Delirium in elderly patients associated
with increased risks of death, dementia and institutionalization
A review and analysis of previous research indicates
that delirium in elderly patients is associated with an increased risk of death,
dementia, and institutionalization, independent of age, co-existing illnesses
or illness severity, according to a study in the July 28 issue of JAMA.
"Delirium is a syndrome of acutely altered mental status characterized
by inattention and a fluctuating course. With occurrence rates of up to half of
older patients postoperatively, and even higher in elderly patients admitted to
intensive care units, delirium is the most common complication in hospitalized
older people," the authors write. "Evidence suggests that delirium is
associated with long-term poor outcome but delirium often occurs in individuals
with more severe underlying disease."
Joost Witlox, M.Sc., of the Medical Center Alkmaar, the Netherlands, and colleagues
conducted an analysis of previous studies to assess the association between delirium
and long-term poor outcomes in elderly patients while controlling for important
confounders. The researchers identified 51 relevant articles. The primary analyses
included only high-quality studies with statistical control for age, sex, comorbid
illness or illness severity, and baseline dementia.
The primary analysis showed that delirium was associated with an increased
risk of death compared with controls after an average follow-up of 22.7 months.

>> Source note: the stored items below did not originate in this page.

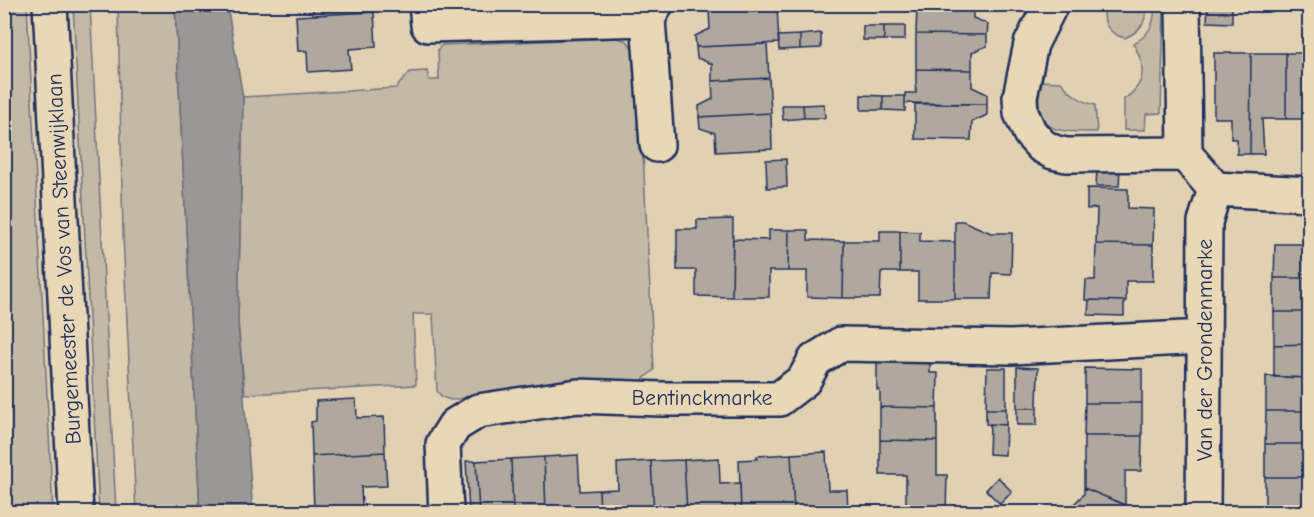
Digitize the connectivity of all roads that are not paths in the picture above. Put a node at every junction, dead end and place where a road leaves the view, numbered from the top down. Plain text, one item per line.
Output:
1 (50, 4) edge
2 (426, 4) edge
3 (1051, 4) edge
4 (1183, 4) edge
5 (652, 12) edge
6 (657, 145) dead end
7 (1185, 154) junction
8 (1215, 189) junction
9 (1310, 194) edge
10 (1204, 337) junction
11 (76, 513) edge
12 (446, 513) edge
13 (1203, 513) edge

1 - 11 street, Burgemeester de Vos van Steenwijklaan
2 - 5 street
3 - 7 street
4 - 7 street
5 - 6 street
7 - 8 street
8 - 9 street
8 - 10 street, Van der Grondenmarke
10 - 12 street, Bentinckmarke
10 - 13 street, Van der Grondenmarke

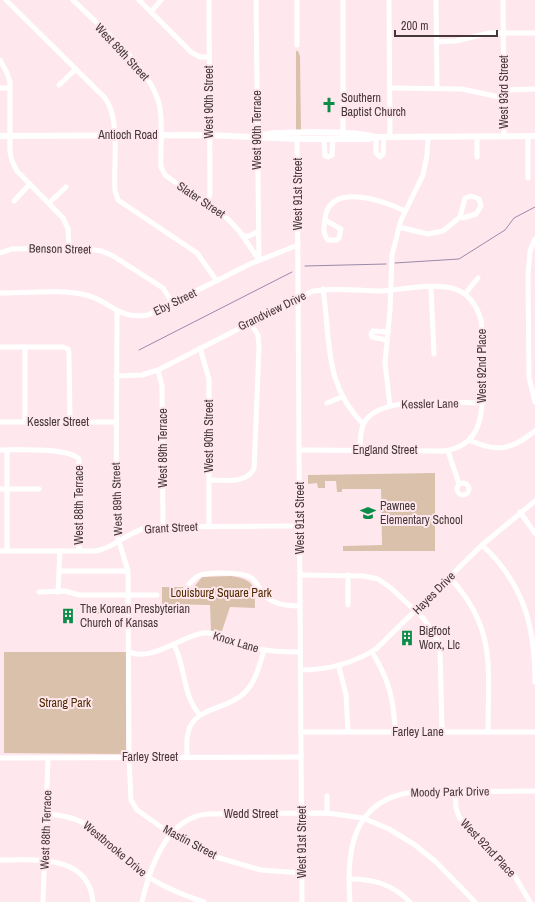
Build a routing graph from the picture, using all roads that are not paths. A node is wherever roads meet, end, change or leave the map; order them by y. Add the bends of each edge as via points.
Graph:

"Moreover, patients who had experienced delirium were also at increased risk
of institutionalization and dementia," the authors write. Further analysis
confirmed the strength of the results.
"The results of this meta-analysis provide evidence that delirium in elderly
patients is associated with an increased risk, of death, institutionalization,
and dementia, independent of age, sex, comorbid illness or illness severity, and
presence of dementia at baseline. Moreover, our stratified models confirm that
this association persists when excluding studies that included in-hospital deaths
and patients residing in an institution at baseline," the researchers write.
The authors add that the results of this meta-analysis can be instrumental
in patient care. "The low rate of survival and the high rates of institutionalization
and dementia indicate that older people who experience delirium should be considered
an especially vulnerable population."
"Future studies will have to establish what exact mechanisms are responsible
for the long-term poor outcomes after delirium and whether clinical characteristics
of delirium itself (e.g., duration or subtype) differentially influence prognosis.
Moreover, clinical trials are needed to investigate whether the long-term sequelae
associated with delirium can be averted."